**Records for the task:**
== Segment start ==
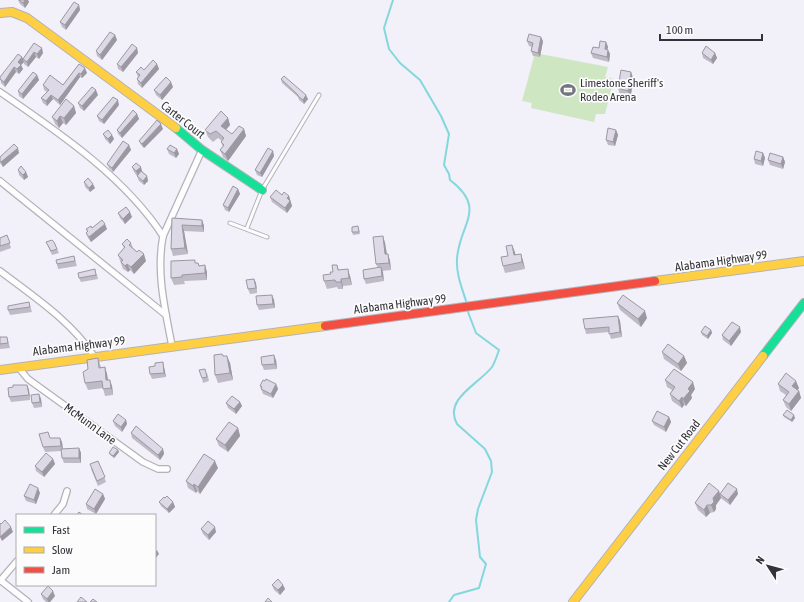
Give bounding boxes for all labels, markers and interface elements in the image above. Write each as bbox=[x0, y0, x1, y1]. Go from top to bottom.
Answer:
scale bar bbox=[660, 16, 762, 42]
text: 100 m bbox=[666, 23, 693, 37]
place label: Limestone Sheriff's Rodeo Arena bbox=[580, 76, 663, 104]
sports icon: Limestone Sheriff's Rodeo Arena bbox=[559, 81, 577, 99]
street label: Carter Court bbox=[158, 98, 208, 142]
street label: Alabama Highway 99 bbox=[674, 248, 768, 274]
street label: Alabama Highway 99 bbox=[353, 291, 447, 317]
street label: Alabama Highway 99 bbox=[32, 333, 126, 359]
street label: McMunn Lane bbox=[61, 400, 119, 448]
street label: New Cut Road bbox=[655, 417, 703, 473]
legend bbox=[16, 514, 156, 586]
text: Fast bbox=[52, 523, 70, 537]
text: Slow bbox=[52, 543, 73, 557]
north arrow bbox=[748, 546, 788, 586]
text: N bbox=[753, 554, 767, 566]
text: Jam bbox=[52, 563, 70, 577]

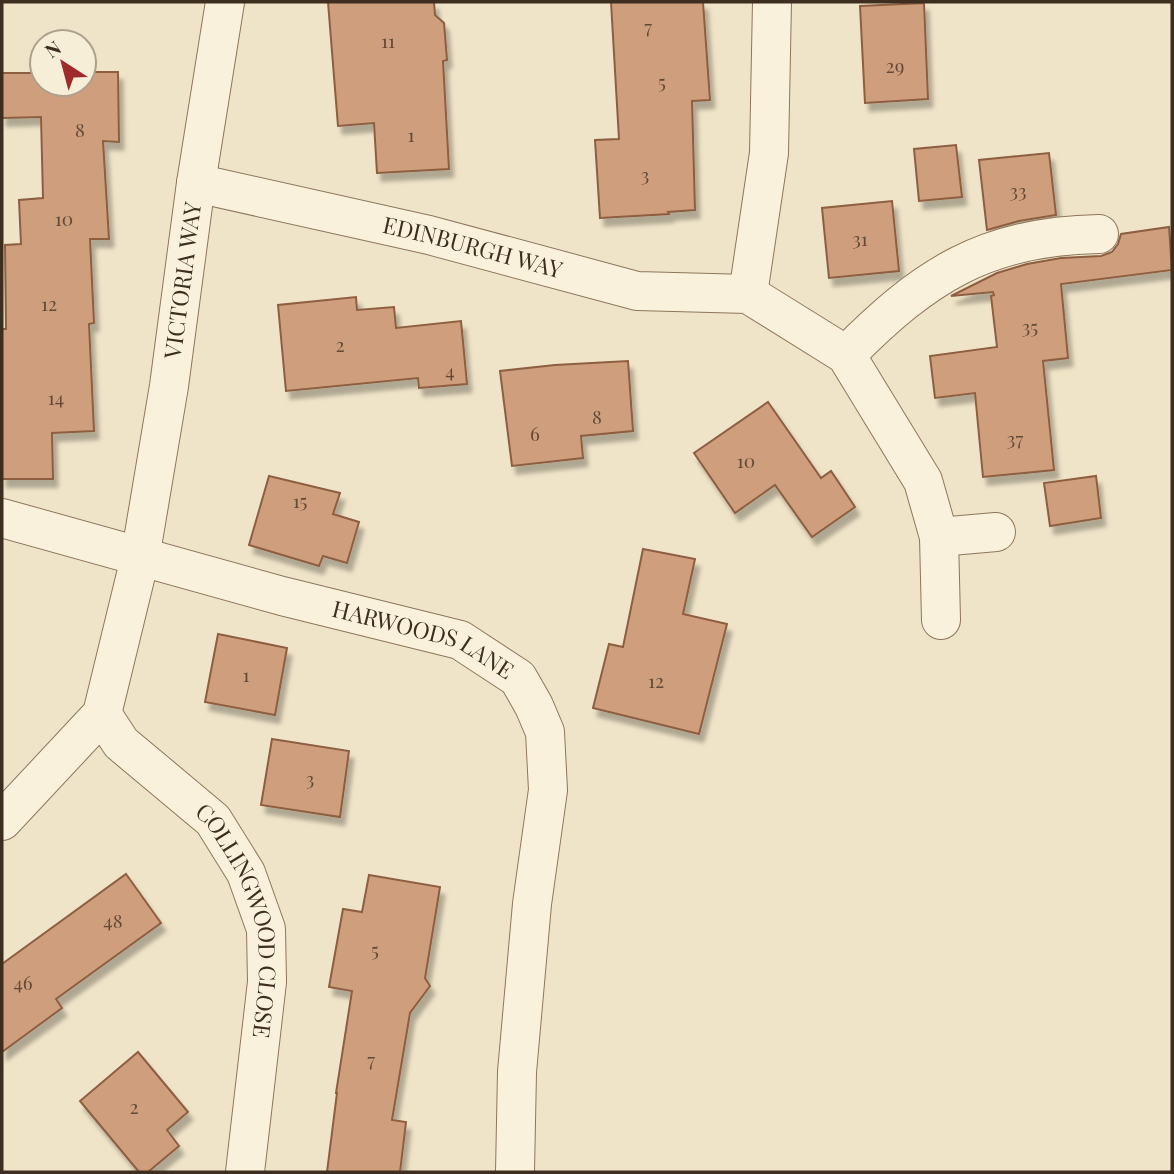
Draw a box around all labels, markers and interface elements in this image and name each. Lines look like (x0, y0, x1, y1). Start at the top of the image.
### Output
house number: 7 (644, 13, 652, 39)
house number: 11 (381, 27, 395, 53)
north arrow (28, 28, 98, 98)
text: N (39, 34, 66, 63)
house number: 29 (886, 52, 904, 78)
house number: 5 (658, 68, 666, 94)
house number: 8 (75, 116, 85, 142)
house number: 1 (407, 121, 415, 147)
house number: 3 (641, 161, 649, 187)
house number: 33 (1009, 177, 1027, 203)
street label: VICTORIA WAY (156, 200, 207, 361)
house number: 10 (55, 205, 73, 231)
street label: EDINBURGH WAY (380, 208, 567, 284)
house number: 31 (852, 225, 868, 251)
house number: 12 (41, 290, 57, 316)
house number: 35 (1022, 313, 1038, 339)
house number: 2 (335, 331, 345, 357)
house number: 4 (445, 357, 455, 383)
house number: 14 (48, 384, 64, 410)
house number: 8 (592, 403, 602, 429)
house number: 6 (530, 420, 540, 446)
house number: 37 (1007, 425, 1023, 451)
house number: 10 (737, 447, 755, 473)
house number: 15 (293, 487, 307, 513)
street label: HARWOODS LANE (329, 592, 520, 685)
house number: 1 (242, 661, 250, 687)
house number: 12 (648, 667, 664, 693)
house number: 3 (306, 765, 314, 791)
street label: COLLINGWOOD CLOSE (190, 795, 284, 1040)
house number: 48 (103, 907, 123, 933)
house number: 5 (371, 936, 379, 962)
house number: 46 (13, 969, 33, 995)
house number: 7 (367, 1046, 375, 1072)
house number: 2 (129, 1093, 139, 1119)

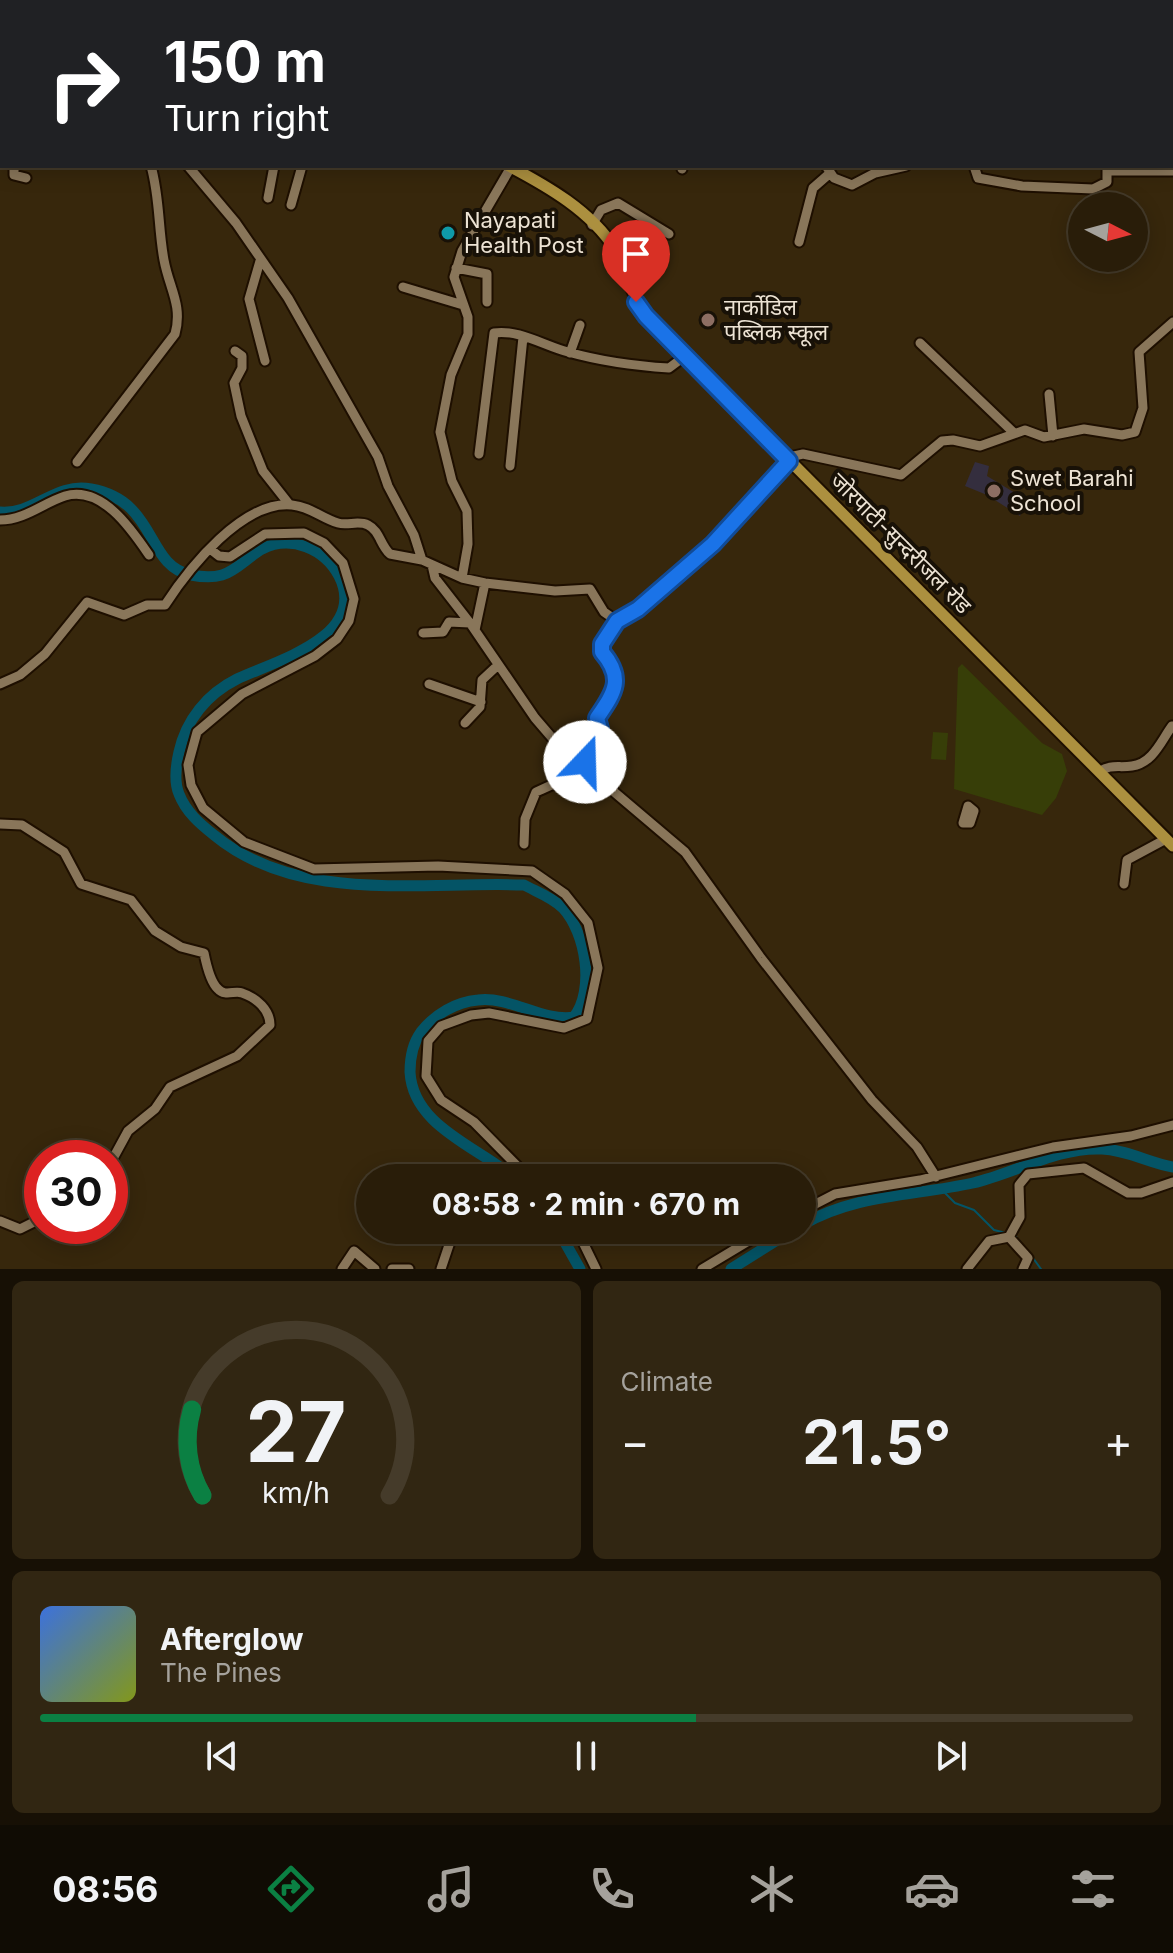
== Segment end ==
**What to do:** Search the records for the word "each", then list every line that has it.

**Solution:**
Give bounding boxes for all labels, markers and interface elements in the image above. Write each as bbox=[x0, y0, x1, y1]. Go from top to bottom.
Draw a box around all labels, markers and interface elements in this image and name each. Lines look like (x0, y0, x1, y1). Start at the top of the image.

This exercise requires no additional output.